KING 5 consulted Adam Ozimek, a senior economist at Moody's Analytics; John Buhl, who works for a DC-based think tank called the Tax Foundation; and Kim Reuben with the Urban Institute's State and Local Finance Initiative. Also consulted was the part of Amazon.com’s website that discusses how the company handles sales taxes.

ANALYSIS

When it comes to "internet taxes," the three policy experts who spoke with KING 5 all said no business is taxed for using the internet. But President Trump could have been charging that Amazon is not collecting state sales taxes on the products it sells.

That's been a contentious issue since the late 1990s, when businesses began doing large volumes of sales online.

States don’t want people to be able to evade sales taxes by buying online. While Amazon’s record on collecting state and local sales taxes was spotty in the World Wide Web’s early days, the experts KING 5 spoke with – as well as Amazon's own website – say the company currently collects taxes in the 45 states that have sales taxes.

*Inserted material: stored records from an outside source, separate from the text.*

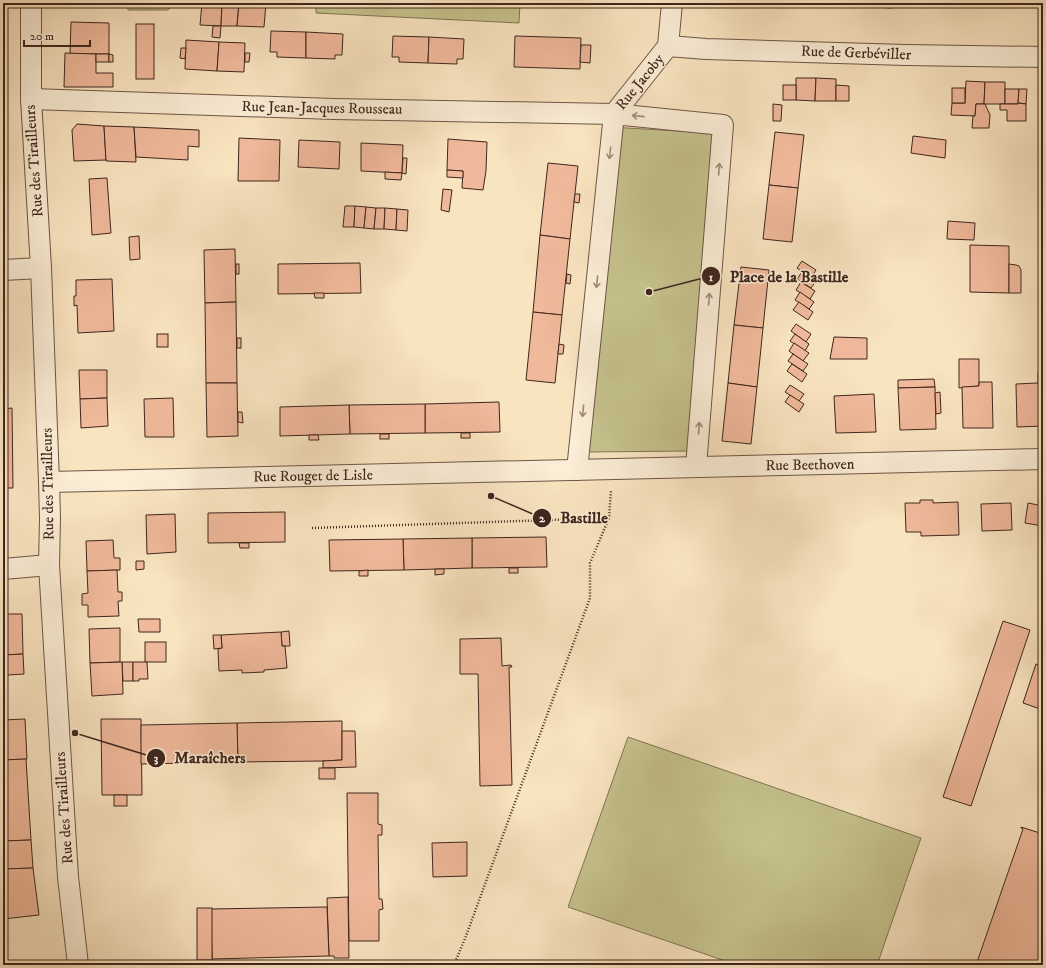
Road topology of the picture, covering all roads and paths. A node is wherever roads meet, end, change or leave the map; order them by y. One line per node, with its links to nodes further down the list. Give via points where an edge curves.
1 (31, 3): 5 (street, Rue des Tirailleurs)
2 (672, 3): 3 (street, Rue Jacoby)
3 (668, 46): 4 (street, Rue de Gerbéviller, via 714,50); 6 (street, Rue Jacoby)
4 (1043, 57)
5 (30, 99): 6 (street, Rue Jean-Jacques Rousseau, via 334,109); 7 (street, Rue des Tirailleurs)
6 (614, 114): 10 (street, Rue Jean-Jacques Rousseau, one-way to 6, via 722,125); 12 (street, one-way to 12)
7 (41, 268): 8 (street); 13 (street, Rue des Tirailleurs)
8 (3, 270)
9 (1043, 459): 10 (street, Rue Beethoven)
10 (696, 467): 11 (street, Rue Beethoven)
11 (612, 469): 12 (street, Rue Beethoven); 14 (path)
12 (577, 470): 13 (street, Rue Rouget de Lisle)
13 (49, 482): 16 (street, Rue des Tirailleurs)
14 (609, 518): 15 (path); 19 (path, via 590,563 590,598)
15 (312, 528)
16 (49, 565): 17 (street); 18 (street, Rue des Tirailleurs, via 68,877)
17 (3, 569)
18 (78, 965)
19 (454, 965)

According to the Tax Foundation’s Buhl, "In the last few years, states have been more aggressive in trying to get Amazon—given its size in e-commerce—to collect sales taxes. In addition, Amazon has expanded its distribution network (i.e., building warehouses/delivery centers in more states), which creates the type of (physical) presence that legally requires it to collect taxes."

Amazon says it does not collect sales taxes in states that don't have them: Alaska, Delaware, Oregon, Montana and New Hampshire (although the company does note some exceptions with items subject to local taxes in Delaware and Alaska).

Washington is one of the states Amazon says falls under its sales tax collection policy. Sure enough, one KING 5 employee looked up an order receipt showing that a book purchased for a friend in Kentucky had $1.22 of sales tax applied to the total. But the same employee bought other products that did not have sales taxes collected on them. For example, a box spring mattress cover bought for $22.99 had no sales tax applied.

The experts KING 5 spoke with pointed out that Amazon does a lot of business with third-party sellers, and the company doesn't necessarily apply sales taxes for those other vendors. The company says sales tax information for those sellers can usually be found in the seller's Shipping and Tax Information section, usually found by clicking a seller’s name from the Amazon product page.

CONCLUSION

Was the president right to say Amazon doesn’t collect "internet taxes?" Simply put, no. There’s no blanket "internet tax," but when it comes to sales taxes, Amazon collects those funds on most purchases made in most states.

If the president was referring specifically to third-party sellers who list products on Amazon, he would have a point, as the buying history of one of our employees shows.